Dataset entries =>
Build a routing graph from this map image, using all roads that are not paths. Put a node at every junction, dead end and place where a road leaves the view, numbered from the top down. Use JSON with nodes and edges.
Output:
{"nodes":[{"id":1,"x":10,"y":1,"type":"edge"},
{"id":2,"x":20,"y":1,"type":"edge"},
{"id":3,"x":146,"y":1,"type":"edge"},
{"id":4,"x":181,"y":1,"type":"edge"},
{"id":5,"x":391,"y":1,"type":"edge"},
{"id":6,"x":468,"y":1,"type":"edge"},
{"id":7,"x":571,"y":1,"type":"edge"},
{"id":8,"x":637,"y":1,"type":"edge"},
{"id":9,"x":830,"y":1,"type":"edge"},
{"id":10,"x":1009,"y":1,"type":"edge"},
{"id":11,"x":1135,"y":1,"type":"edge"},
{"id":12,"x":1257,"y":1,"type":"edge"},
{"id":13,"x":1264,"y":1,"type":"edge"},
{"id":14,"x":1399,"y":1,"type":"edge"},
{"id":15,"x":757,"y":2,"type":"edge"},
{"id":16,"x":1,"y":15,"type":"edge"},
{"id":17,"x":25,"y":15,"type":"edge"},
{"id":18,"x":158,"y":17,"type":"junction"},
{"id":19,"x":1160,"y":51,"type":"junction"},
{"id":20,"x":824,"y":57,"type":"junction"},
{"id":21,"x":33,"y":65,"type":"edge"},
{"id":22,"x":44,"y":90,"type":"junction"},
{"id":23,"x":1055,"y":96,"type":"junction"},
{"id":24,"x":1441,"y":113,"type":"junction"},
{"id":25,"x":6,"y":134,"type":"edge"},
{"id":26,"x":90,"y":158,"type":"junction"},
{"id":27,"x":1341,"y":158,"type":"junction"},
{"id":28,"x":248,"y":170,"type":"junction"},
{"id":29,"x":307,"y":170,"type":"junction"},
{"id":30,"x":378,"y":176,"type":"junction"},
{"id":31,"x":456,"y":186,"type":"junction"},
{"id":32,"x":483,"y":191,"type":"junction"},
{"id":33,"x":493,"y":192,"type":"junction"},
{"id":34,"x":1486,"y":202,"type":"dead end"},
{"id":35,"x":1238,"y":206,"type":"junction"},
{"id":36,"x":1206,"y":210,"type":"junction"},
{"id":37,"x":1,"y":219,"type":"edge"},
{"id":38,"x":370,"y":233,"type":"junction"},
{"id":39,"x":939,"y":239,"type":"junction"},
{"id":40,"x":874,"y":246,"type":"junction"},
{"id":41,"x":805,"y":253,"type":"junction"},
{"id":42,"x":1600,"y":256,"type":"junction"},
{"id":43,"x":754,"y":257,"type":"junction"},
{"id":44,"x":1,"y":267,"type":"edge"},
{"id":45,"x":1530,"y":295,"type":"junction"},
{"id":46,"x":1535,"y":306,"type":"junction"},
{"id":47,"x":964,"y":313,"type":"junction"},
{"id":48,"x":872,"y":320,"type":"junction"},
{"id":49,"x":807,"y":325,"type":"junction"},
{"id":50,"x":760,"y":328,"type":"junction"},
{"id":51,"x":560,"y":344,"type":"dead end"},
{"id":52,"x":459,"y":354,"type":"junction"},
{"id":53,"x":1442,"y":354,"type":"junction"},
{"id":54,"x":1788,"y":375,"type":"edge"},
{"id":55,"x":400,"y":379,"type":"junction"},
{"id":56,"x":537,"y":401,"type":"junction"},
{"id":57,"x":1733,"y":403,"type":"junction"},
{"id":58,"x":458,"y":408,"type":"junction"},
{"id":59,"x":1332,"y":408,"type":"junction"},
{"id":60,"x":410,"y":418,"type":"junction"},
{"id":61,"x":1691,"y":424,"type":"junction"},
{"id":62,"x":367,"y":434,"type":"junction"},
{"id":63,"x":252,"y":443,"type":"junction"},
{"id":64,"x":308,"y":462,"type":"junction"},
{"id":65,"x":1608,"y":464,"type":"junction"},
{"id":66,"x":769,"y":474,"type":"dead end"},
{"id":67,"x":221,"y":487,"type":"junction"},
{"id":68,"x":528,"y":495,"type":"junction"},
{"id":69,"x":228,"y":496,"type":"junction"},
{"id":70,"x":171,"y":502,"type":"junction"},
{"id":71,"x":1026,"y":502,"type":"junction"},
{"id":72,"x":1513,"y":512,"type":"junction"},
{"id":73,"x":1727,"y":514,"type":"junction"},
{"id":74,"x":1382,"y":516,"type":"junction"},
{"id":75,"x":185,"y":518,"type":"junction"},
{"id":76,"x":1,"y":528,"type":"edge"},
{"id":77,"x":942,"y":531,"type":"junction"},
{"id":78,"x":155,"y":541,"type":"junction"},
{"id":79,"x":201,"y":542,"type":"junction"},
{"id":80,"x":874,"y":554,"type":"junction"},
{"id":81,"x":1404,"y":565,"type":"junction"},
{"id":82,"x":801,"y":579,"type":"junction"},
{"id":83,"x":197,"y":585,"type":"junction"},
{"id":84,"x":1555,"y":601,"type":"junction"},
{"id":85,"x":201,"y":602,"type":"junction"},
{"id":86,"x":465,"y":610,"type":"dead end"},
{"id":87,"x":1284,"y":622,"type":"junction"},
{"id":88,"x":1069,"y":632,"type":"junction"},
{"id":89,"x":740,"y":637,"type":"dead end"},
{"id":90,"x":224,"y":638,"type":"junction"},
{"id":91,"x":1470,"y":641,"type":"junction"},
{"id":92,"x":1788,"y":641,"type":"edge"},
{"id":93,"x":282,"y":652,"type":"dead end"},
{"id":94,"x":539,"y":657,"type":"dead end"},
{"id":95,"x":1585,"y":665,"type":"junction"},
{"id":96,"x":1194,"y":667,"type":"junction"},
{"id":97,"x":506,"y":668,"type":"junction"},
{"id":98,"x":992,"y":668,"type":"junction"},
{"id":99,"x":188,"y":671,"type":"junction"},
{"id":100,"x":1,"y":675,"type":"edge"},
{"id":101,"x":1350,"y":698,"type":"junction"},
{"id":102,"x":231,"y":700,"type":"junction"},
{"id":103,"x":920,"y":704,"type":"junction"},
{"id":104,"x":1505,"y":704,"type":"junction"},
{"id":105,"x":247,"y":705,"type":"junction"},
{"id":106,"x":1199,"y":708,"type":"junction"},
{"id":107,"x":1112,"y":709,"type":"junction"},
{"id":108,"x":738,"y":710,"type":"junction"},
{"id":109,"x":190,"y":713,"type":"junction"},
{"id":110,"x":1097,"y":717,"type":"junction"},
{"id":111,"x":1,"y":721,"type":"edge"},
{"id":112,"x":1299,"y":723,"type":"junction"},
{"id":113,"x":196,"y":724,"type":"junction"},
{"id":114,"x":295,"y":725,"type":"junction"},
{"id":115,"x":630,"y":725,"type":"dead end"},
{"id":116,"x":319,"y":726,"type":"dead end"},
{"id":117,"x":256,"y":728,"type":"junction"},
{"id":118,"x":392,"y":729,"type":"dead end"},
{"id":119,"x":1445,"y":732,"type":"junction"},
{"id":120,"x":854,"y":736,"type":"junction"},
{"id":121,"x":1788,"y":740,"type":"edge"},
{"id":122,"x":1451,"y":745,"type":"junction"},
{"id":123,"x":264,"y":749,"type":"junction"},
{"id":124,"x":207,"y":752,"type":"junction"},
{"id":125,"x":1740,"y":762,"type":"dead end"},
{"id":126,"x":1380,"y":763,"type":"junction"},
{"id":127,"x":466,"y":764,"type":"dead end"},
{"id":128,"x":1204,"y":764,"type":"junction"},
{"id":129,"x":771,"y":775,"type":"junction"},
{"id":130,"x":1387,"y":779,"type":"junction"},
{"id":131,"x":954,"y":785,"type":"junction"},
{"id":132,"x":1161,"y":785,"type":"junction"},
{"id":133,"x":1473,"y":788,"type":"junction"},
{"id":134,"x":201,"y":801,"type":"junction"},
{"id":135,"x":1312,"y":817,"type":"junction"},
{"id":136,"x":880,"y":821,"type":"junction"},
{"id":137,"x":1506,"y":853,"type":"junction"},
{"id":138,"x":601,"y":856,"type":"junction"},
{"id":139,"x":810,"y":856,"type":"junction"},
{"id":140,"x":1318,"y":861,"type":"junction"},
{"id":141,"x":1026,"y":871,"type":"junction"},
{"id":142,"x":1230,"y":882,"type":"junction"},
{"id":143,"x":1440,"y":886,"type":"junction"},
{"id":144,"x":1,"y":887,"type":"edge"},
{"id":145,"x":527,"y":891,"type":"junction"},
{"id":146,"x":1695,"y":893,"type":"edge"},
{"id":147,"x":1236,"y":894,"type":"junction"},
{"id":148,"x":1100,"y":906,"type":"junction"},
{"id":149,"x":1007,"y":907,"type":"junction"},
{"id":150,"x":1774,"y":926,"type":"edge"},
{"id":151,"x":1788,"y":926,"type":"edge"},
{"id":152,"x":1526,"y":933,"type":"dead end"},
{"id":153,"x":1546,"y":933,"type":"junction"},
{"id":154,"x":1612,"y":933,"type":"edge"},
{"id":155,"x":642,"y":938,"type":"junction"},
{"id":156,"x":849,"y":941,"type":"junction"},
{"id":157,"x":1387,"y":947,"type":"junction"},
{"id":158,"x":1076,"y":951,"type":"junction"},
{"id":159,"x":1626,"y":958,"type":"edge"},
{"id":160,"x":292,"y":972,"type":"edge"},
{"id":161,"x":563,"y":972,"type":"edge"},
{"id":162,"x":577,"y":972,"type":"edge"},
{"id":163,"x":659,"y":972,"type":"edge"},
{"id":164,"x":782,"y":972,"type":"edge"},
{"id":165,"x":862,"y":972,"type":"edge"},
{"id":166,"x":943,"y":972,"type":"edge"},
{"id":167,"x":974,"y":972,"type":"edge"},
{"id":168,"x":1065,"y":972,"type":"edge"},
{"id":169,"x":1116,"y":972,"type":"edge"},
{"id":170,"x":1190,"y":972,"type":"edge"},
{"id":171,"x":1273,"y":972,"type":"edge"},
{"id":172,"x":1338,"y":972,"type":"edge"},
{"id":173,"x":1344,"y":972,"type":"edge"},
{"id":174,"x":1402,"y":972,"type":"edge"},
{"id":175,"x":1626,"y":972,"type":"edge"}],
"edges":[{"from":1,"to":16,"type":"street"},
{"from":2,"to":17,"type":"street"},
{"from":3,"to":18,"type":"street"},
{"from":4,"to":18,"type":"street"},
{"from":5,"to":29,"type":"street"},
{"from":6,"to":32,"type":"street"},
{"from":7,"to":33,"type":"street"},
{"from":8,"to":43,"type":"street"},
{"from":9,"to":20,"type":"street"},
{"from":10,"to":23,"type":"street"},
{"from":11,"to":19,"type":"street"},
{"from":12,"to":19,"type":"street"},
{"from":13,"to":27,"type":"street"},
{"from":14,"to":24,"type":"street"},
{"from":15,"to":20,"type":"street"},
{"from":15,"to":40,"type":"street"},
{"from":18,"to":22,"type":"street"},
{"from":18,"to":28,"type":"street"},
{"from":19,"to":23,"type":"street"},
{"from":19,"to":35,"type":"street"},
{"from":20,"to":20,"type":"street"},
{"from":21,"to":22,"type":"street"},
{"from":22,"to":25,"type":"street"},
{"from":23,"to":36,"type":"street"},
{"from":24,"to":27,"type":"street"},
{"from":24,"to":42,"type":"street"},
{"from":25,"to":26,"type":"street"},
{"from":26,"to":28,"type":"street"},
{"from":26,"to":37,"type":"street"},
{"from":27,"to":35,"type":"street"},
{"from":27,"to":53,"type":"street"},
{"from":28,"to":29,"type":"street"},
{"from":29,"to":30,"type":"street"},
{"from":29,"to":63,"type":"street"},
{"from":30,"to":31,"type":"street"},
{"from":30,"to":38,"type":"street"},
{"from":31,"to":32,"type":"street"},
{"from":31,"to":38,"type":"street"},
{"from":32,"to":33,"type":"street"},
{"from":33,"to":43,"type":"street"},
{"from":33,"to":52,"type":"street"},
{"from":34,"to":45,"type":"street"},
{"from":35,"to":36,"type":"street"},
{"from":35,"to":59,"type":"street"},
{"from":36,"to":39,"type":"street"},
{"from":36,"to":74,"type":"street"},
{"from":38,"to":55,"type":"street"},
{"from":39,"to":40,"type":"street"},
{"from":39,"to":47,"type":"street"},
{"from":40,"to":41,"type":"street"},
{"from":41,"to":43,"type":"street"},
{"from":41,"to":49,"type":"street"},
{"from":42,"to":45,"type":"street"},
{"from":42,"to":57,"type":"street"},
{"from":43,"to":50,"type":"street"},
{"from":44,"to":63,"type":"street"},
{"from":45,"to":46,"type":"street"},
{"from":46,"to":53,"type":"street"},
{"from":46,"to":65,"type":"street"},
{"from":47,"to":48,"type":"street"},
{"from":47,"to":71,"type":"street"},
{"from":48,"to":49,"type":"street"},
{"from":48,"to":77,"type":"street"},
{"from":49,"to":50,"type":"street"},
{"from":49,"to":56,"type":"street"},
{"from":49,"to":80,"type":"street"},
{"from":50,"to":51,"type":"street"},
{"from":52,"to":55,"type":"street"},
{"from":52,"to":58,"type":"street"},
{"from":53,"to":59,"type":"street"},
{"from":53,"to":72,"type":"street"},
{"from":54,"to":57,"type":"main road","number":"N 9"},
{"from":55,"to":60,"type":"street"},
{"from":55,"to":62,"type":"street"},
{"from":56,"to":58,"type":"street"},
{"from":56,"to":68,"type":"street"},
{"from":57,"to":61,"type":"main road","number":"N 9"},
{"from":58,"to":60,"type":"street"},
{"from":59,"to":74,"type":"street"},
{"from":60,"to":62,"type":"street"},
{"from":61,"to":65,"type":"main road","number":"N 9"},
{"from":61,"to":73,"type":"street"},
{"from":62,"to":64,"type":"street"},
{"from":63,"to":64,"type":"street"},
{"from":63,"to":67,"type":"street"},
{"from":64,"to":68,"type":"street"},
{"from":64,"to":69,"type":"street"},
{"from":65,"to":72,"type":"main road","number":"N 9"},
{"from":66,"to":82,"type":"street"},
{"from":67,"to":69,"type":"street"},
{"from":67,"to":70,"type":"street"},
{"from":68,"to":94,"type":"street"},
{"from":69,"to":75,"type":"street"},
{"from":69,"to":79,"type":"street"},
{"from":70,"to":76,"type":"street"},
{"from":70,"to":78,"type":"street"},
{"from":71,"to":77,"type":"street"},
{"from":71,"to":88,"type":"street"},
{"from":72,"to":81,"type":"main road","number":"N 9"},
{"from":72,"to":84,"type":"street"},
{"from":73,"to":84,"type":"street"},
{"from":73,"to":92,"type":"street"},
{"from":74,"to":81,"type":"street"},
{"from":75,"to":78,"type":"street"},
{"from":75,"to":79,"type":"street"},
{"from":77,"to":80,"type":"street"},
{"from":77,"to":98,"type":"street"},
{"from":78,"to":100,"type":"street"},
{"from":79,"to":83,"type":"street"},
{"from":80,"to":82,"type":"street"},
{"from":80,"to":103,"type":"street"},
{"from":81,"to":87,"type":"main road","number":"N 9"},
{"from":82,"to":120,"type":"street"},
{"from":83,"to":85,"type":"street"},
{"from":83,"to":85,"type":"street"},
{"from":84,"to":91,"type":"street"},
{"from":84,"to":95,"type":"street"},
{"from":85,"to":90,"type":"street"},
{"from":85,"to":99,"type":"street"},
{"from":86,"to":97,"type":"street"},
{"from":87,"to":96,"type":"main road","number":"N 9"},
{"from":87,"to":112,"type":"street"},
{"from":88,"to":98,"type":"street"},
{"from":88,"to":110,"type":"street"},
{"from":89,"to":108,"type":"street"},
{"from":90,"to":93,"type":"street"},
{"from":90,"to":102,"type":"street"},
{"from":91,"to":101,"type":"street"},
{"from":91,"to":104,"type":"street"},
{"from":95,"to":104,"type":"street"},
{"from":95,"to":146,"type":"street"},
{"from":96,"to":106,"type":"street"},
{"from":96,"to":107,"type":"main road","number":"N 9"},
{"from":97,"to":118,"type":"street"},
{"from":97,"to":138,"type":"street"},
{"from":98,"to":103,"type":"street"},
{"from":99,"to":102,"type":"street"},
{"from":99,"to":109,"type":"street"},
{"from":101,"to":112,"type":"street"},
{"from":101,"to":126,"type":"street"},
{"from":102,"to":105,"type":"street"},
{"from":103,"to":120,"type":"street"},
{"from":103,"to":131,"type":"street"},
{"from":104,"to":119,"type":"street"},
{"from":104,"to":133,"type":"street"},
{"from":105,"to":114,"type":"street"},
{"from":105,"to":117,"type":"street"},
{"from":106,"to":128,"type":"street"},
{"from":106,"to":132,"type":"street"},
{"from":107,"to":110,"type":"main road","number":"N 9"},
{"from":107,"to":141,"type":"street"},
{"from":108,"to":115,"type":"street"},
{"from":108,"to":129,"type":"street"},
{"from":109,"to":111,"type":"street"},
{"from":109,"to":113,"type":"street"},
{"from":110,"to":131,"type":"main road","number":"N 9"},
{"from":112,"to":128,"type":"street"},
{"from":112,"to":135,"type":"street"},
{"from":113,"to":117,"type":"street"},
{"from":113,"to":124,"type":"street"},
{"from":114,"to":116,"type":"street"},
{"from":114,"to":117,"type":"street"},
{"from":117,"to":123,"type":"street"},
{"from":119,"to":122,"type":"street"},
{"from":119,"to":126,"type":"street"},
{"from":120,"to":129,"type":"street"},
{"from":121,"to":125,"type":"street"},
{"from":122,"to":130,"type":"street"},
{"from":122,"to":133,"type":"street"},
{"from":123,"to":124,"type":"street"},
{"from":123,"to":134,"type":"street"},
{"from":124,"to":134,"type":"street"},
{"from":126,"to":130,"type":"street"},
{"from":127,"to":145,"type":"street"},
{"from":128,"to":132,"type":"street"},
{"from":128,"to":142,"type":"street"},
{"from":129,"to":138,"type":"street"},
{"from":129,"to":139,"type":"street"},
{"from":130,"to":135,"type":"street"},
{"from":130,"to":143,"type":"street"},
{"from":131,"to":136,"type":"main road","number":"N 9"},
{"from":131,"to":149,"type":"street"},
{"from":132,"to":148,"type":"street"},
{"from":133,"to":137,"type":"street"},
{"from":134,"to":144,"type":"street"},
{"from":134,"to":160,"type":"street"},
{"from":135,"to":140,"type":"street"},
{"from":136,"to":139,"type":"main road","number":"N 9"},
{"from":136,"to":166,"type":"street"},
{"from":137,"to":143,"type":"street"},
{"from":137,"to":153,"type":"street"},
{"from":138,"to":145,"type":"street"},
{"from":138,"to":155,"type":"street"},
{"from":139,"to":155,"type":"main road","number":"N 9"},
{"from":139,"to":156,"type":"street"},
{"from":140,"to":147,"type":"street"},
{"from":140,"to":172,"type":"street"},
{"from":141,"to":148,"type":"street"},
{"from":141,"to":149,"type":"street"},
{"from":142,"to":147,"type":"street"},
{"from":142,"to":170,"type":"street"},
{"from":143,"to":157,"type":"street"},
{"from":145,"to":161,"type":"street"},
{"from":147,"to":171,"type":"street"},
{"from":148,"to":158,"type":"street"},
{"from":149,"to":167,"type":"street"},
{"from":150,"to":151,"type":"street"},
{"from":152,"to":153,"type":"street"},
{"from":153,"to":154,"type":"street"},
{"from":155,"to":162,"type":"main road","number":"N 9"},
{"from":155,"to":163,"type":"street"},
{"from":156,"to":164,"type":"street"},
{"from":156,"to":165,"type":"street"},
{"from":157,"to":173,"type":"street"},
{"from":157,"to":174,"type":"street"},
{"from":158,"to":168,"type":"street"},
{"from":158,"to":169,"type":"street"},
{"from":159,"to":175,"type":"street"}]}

What you have to do =>
Among the lines above, which contain the word "edges"? Copy every one.

Result for this task =>
Build a routing graph from this map image, using all roads that are not paths. Put a node at every junction, dead end and place where a road leaves the view, numbered from the top down. Use JSON with nodes and edges.
"edges":[{"from":1,"to":16,"type":"street"},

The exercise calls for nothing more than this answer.